Abstract

This paper investigates and quantifies co-variability between large-scale convection in the South American and Southern African sectors at different timescales (interannual, intraseasonal and synoptic), during the austral summer seasons (November–February) from 1979 to 2012. Multivariate analyses (Canonical Correlation Analysis and Principal Component Analysis) are applied to daily outgoing longwave radiation (OLR, used as a proxy for atmospheric convection) anomalies to extract the principal modes of variability and co-variability in each and between both regions, filtered to consider the appropriate time-scales.
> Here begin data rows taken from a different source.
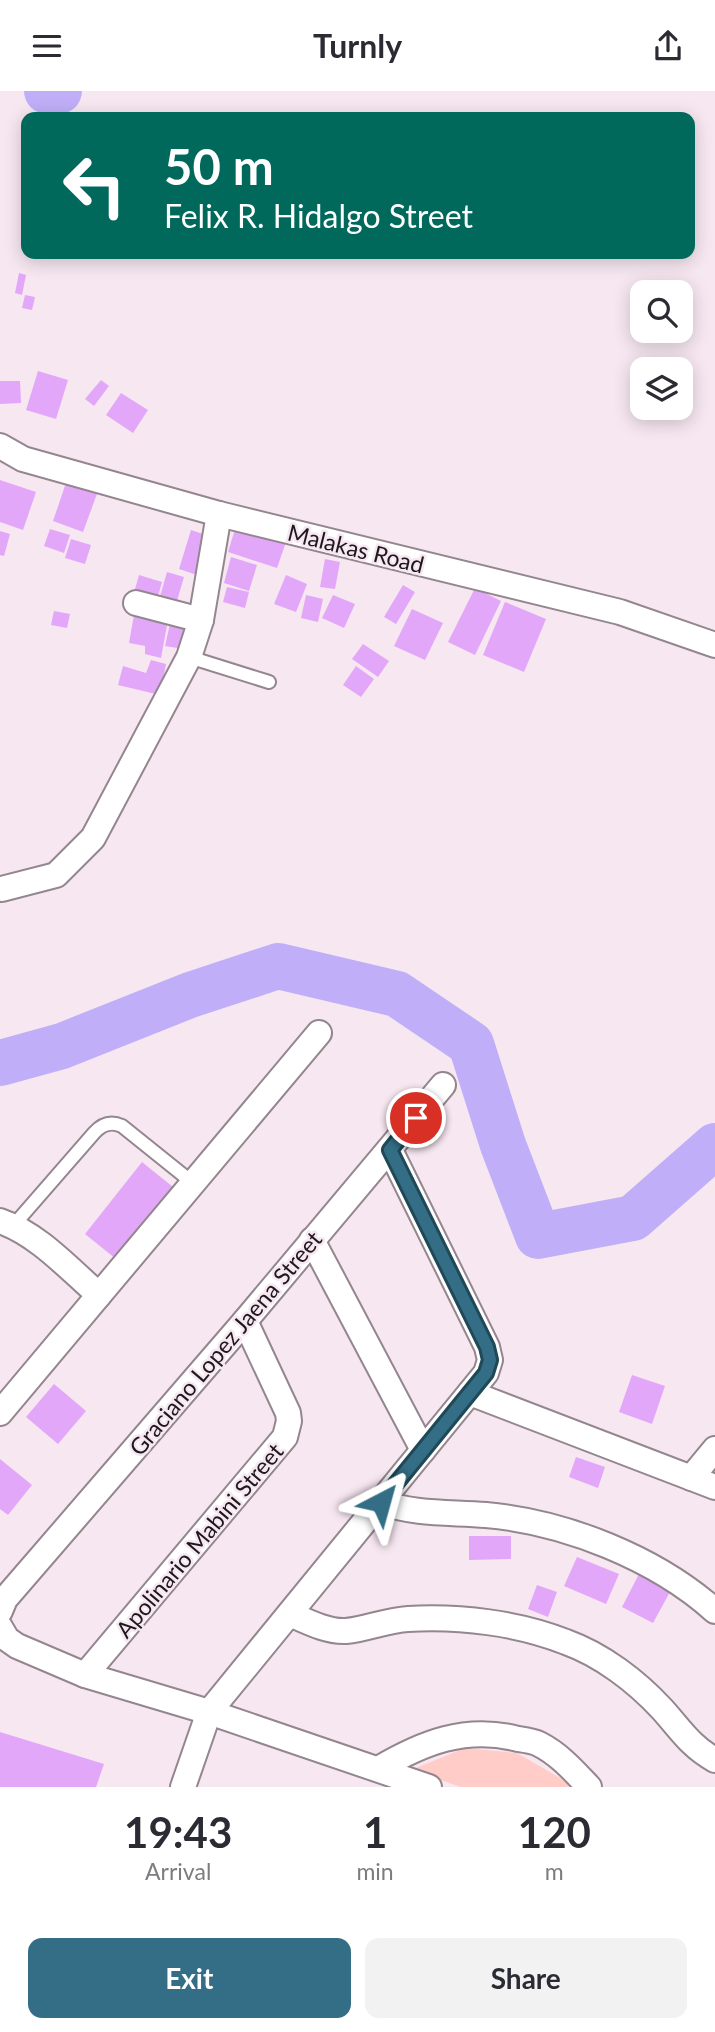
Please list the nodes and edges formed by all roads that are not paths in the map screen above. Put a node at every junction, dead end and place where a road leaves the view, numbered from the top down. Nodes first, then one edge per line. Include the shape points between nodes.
1 (0, 446) edge
2 (219, 514) junction
3 (136, 603) dead end
4 (201, 620) junction
5 (715, 645) edge
6 (189, 657) junction
7 (269, 682) dead end
8 (2, 889) dead end
9 (319, 1033) dead end
10 (443, 1085) dead end
11 (390, 1150) junction
12 (193, 1183) junction
13 (6, 1223) edge
14 (312, 1240) junction
15 (99, 1295) junction
16 (245, 1321) junction
17 (470, 1393) junction
18 (0, 1413) edge
19 (715, 1449) edge
20 (423, 1450) junction
21 (691, 1478) junction
22 (715, 1487) edge
23 (381, 1502) junction
24 (3, 1605) edge
25 (715, 1611) edge
26 (290, 1614) junction
27 (0, 1627) edge
28 (85, 1675) junction
29 (209, 1713) junction
30 (715, 1760) edge
31 (378, 1769) junction
32 (184, 1783) edge
33 (429, 1787) edge
34 (589, 1787) edge

1 - 2 street, Malakas Road via 23,459
2 - 4 street
2 - 5 street, Malakas Road via 620,612
3 - 4 street
4 - 6 street
6 - 7 lane
6 - 8 street via 93,838 56,875
9 - 12 street
10 - 11 street, Graciano Lopez Jaena Street
11 - 14 street, Graciano Lopez Jaena Street
11 - 17 street via 487,1347 486,1373
12 - 13 lane via 122,1126 107,1124
12 - 15 street
13 - 15 street via 34,1240
14 - 16 street, Graciano Lopez Jaena Street
14 - 20 street
15 - 18 street
16 - 24 street, Graciano Lopez Jaena Street
16 - 28 street, Apolinario Mabini Street via 288,1413 285,1437
17 - 20 street
17 - 21 street
19 - 21 street
20 - 23 street
21 - 22 street
23 - 25 street via 417,1513 529,1520 581,1536 652,1566
23 - 26 street
26 - 29 street
26 - 30 street via 343,1631 407,1619 489,1622 567,1642 606,1661 633,1682 696,1749
27 - 28 street via 17,1646
28 - 29 street
29 - 31 street
29 - 32 street
31 - 33 street
31 - 34 street via 438,1740 464,1734 504,1735 538,1744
At the interannual timescale, results confirm the predominant role of El Nino Southern Oscillation (ENSO), favoring enhanced convection over both southeastern Brazil and northern Argentina on the one hand, and tropical Africa and the western Indian Ocean on the other hand. At the intraseasonal timescale, the leading mode of co-variability is related to modulations of large-scale atmospheric convection over most of South America, and 10 days later, tropical Southern Africa. This mode accounts for the impacts of the Madden–Julian-oscillation (MJO) over these regions: identifying robust co-variability at the intraseasonal timescale between both regions require thus to consider a temporal shift between the two sectors. At the synoptic scale, however, co-variability consists mostly of a synchronous modulation of the large-scale atmospheric convection over the South American and Southern African sectors. This results from the development of concomitant Rossby waves forming a continuous wave train over the South Atlantic in the mid-latitudes, affecting both the South Atlantic and South Indian Convergence Zones. Among the days when convection shows significant anomalies (30 % of the total days in each sector), this synchronous mode occurs about 25 % of the time, individual Rossby waves modulating convection over one single region only during the remaining 75 % events. Another mode of co-variability, involving a single Rossby wave modulating the convection first over the Americas, and 4 days later over Africa, appears as sensibly weaker than the synchronous mode, suggesting that the “wave train” mode occurs more frequently than the development and propagation of a single wave that could affect both regions.